Franz reserves the right to change these Terms whenever he’s feeling particularly philosophical.
2. Use of Services
You agree to:
Only use our services for lawful and reasonably non-suspicious purposes.
Not impersonate Franz Maurer (unless you can pull it off convincingly).
Avoid any behavior that might upset Franz or his finely curated collection of sunglasses.
If you attempt anything shady (e.g., hacking, scamming, or bad-mouthing leather jackets), Franz reserves the right to terminate your access—no refunds, no mercy.
3. Purchases
Any purchase of Franz-approved products, like bomber jackets, untraceable flip phones, or online tutorials on “How to Look Intense 24/7,” is final. No returns or refunds unless Franz personally says, "Eh, okay."
4. Intellectual Property
All content on this site—including text, images, and Franz's iconic silhouette—is 100% owned by Franz Maurer Co. Unauthorized use of our materials will result in a stern glare and legal action if necessary.

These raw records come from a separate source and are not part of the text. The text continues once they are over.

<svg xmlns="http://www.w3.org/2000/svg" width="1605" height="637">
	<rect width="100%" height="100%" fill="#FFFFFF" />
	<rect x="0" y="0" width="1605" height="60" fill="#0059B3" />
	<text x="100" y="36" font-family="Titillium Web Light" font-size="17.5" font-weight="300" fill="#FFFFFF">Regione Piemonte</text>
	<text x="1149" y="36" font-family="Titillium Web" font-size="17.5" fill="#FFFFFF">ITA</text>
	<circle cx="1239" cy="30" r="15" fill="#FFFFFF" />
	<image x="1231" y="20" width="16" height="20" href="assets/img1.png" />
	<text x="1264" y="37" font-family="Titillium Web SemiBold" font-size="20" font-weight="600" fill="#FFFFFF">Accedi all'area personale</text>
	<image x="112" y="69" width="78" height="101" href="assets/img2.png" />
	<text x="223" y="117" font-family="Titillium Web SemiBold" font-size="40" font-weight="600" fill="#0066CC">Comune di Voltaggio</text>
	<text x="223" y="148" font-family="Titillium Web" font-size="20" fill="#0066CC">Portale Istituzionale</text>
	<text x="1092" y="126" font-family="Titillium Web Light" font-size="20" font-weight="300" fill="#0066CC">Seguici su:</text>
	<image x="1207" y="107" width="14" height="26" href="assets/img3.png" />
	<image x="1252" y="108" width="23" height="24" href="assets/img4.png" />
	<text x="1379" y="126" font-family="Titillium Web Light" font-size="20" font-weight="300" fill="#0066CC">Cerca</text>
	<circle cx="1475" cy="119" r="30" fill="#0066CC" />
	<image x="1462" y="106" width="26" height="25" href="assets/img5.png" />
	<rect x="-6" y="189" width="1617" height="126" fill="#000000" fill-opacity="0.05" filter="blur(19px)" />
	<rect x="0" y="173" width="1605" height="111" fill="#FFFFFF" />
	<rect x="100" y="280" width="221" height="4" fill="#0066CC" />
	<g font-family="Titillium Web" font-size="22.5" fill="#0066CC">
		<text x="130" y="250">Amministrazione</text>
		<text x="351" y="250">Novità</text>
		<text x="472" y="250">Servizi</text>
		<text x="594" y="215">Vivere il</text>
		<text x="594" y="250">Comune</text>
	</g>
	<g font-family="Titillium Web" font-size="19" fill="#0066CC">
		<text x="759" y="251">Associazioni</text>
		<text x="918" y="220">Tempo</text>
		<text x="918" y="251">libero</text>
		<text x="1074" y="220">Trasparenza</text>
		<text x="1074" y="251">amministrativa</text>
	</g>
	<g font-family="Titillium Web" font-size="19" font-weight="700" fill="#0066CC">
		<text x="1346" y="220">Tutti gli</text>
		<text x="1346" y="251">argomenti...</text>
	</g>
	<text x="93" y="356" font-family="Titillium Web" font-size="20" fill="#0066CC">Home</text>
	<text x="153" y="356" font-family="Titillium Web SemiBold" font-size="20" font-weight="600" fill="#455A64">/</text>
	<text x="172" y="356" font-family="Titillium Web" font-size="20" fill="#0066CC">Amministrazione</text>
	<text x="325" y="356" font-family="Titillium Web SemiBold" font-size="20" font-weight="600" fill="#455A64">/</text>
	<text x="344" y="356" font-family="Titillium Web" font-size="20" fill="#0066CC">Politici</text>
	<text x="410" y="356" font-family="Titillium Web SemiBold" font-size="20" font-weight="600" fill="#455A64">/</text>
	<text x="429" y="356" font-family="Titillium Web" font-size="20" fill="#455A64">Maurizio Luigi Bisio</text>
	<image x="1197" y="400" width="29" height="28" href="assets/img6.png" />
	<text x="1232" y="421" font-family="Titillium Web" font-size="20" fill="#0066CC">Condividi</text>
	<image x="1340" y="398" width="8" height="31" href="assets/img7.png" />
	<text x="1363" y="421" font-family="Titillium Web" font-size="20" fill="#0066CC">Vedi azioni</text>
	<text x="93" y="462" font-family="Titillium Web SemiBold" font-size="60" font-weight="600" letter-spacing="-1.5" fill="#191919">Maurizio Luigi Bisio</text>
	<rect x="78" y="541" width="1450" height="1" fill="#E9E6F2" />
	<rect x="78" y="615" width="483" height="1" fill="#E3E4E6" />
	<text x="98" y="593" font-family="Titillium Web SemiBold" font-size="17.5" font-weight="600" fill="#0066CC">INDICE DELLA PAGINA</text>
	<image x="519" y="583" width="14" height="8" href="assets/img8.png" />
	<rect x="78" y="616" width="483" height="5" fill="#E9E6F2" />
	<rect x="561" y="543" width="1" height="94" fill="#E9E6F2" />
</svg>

5. Disclaimer of Liability
Franz Maurer Co. is not responsible for:
Any emotional distress caused by realizing you’ll never be as cool as Franz.
Loss of data due to your inability to keep your laptop in one piece during action scenes.
Explosions, shootouts, or car chases caused indirectly by watching our content.
6. Termination
Franz reserves the right to terminate your access to our services for:
Breaching these Terms.
Looking at him funny.
Posting GIFs of Franz where he doesn’t look his best.
7. Governing Law
These Terms are governed by the International Brotherhood of Brooding Action Stars Act. All disputes will be resolved via arm-wrestling or dramatic negotiation over a dimly lit table.
8. Contact Information
For questions or complaints, write to us at terms@maurerco.fake. But remember, Franz only reads emails written in Courier New font and signed with a digital fingerprint.
Final Note:
By using Franz Maurer Co. services, you agree to these terms and accept that Franz operates under his own code of ethics—unpredictable, uncompromising, and undeniably stylish.
Good luck, and remember: Franz always plays by the rules... his rules.